Source data →
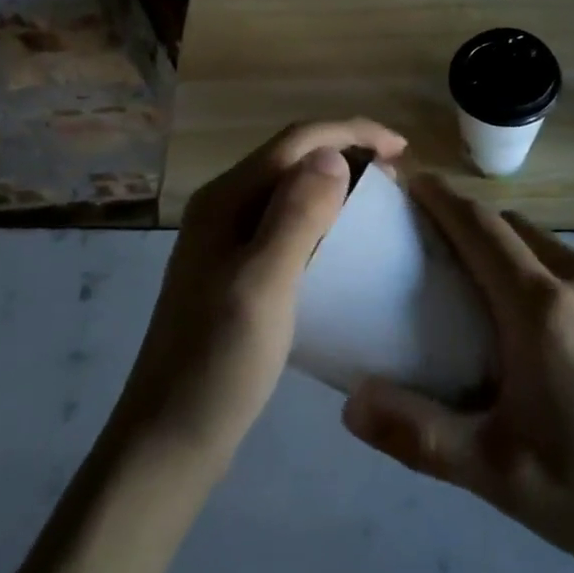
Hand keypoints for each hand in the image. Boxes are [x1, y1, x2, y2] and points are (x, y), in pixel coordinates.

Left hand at [112, 119, 406, 472]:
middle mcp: (223, 207)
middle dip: (348, 152)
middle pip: (293, 157)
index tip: (403, 150)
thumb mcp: (263, 284)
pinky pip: (287, 221)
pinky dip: (323, 215)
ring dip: (337, 182)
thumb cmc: (219, 363)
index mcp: (226, 199)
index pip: (296, 140)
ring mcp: (226, 239)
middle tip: (397, 178)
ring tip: (380, 201)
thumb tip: (333, 154)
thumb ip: (297, 214)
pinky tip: (344, 240)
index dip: (352, 132)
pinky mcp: (235, 269)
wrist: (170, 440)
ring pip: (291, 188)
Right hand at [341, 175, 573, 572]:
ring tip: (498, 300)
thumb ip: (420, 435)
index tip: (412, 181)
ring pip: (555, 249)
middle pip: (516, 228)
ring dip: (517, 255)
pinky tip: (564, 337)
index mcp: (541, 305)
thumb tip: (351, 403)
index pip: (479, 225)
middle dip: (474, 225)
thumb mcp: (500, 475)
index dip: (442, 197)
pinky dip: (556, 279)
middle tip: (440, 252)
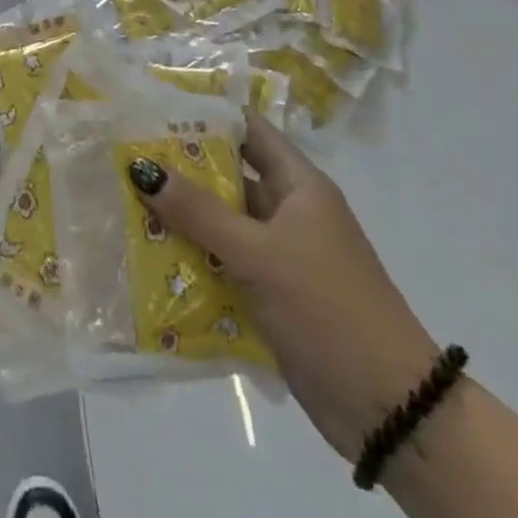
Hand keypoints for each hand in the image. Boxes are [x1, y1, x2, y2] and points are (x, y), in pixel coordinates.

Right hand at [128, 119, 437, 462]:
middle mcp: (289, 212)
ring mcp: (281, 255)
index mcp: (299, 185)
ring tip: (125, 201)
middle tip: (124, 155)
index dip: (206, 114)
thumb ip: (199, 211)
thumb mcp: (259, 254)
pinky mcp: (272, 294)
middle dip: (181, 168)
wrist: (392, 411)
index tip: (155, 106)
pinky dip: (193, 258)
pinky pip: (224, 263)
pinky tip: (149, 256)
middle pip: (229, 176)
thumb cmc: (328, 308)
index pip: (248, 130)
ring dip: (181, 217)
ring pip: (222, 222)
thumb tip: (141, 167)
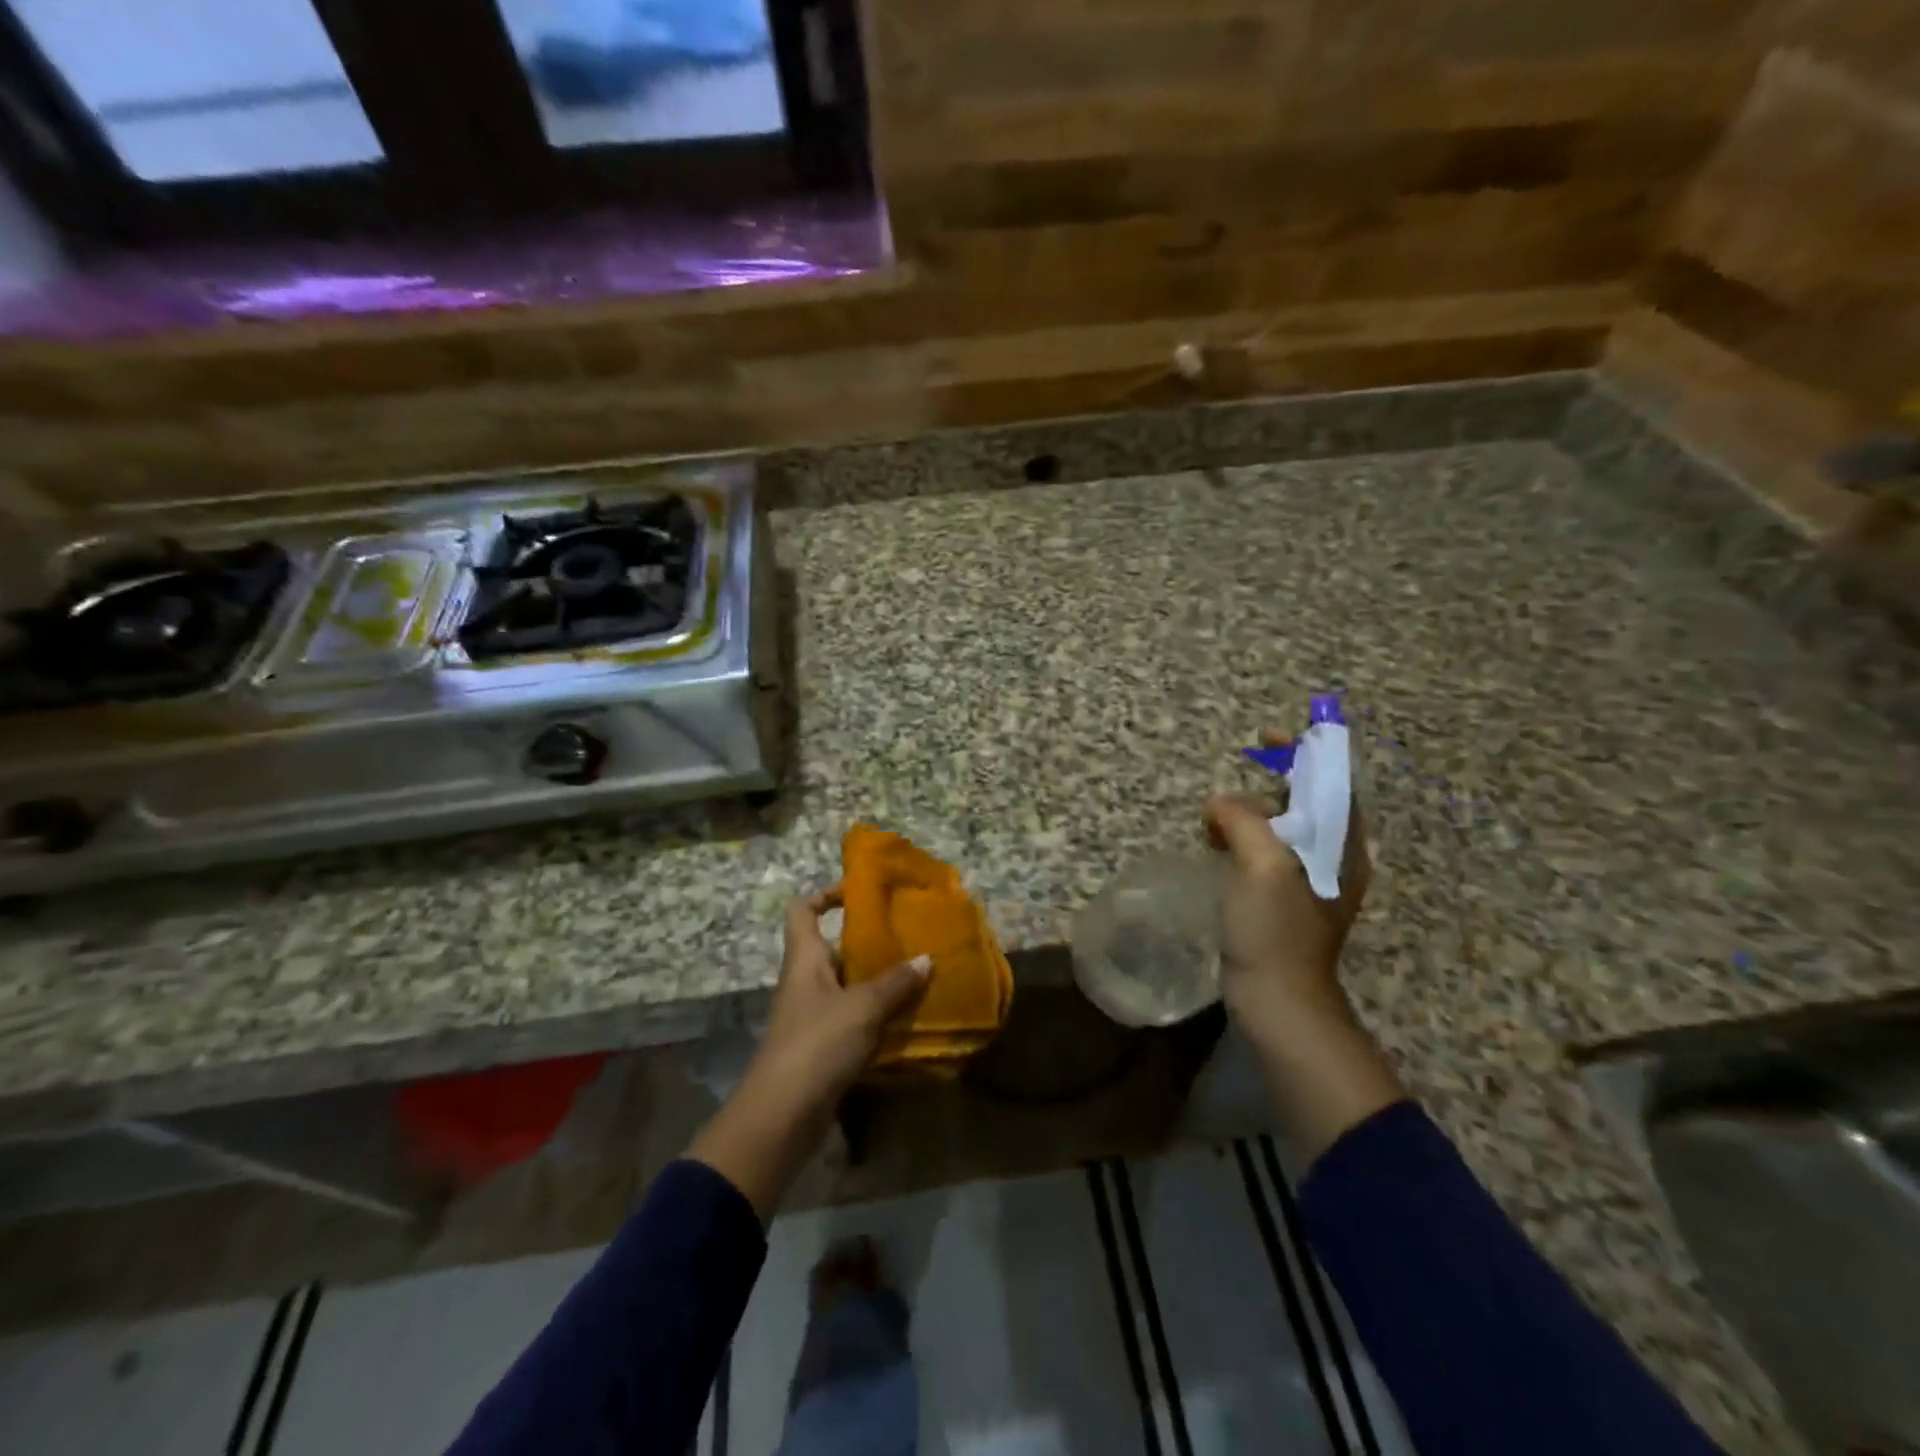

Problem description → The word "middle" appears in some lines above. Return every one of those lines.

Result for this task →
middle mcp: (223, 207)
middle dip: (348, 152)
middle pip: (293, 157)
middle tip: (397, 178)
middle pip: (516, 228)
middle dip: (474, 225)
middle tip: (440, 252)
middle mcp: (289, 212)
middle tip: (124, 155)
middle dip: (181, 168)
middle pip: (229, 176)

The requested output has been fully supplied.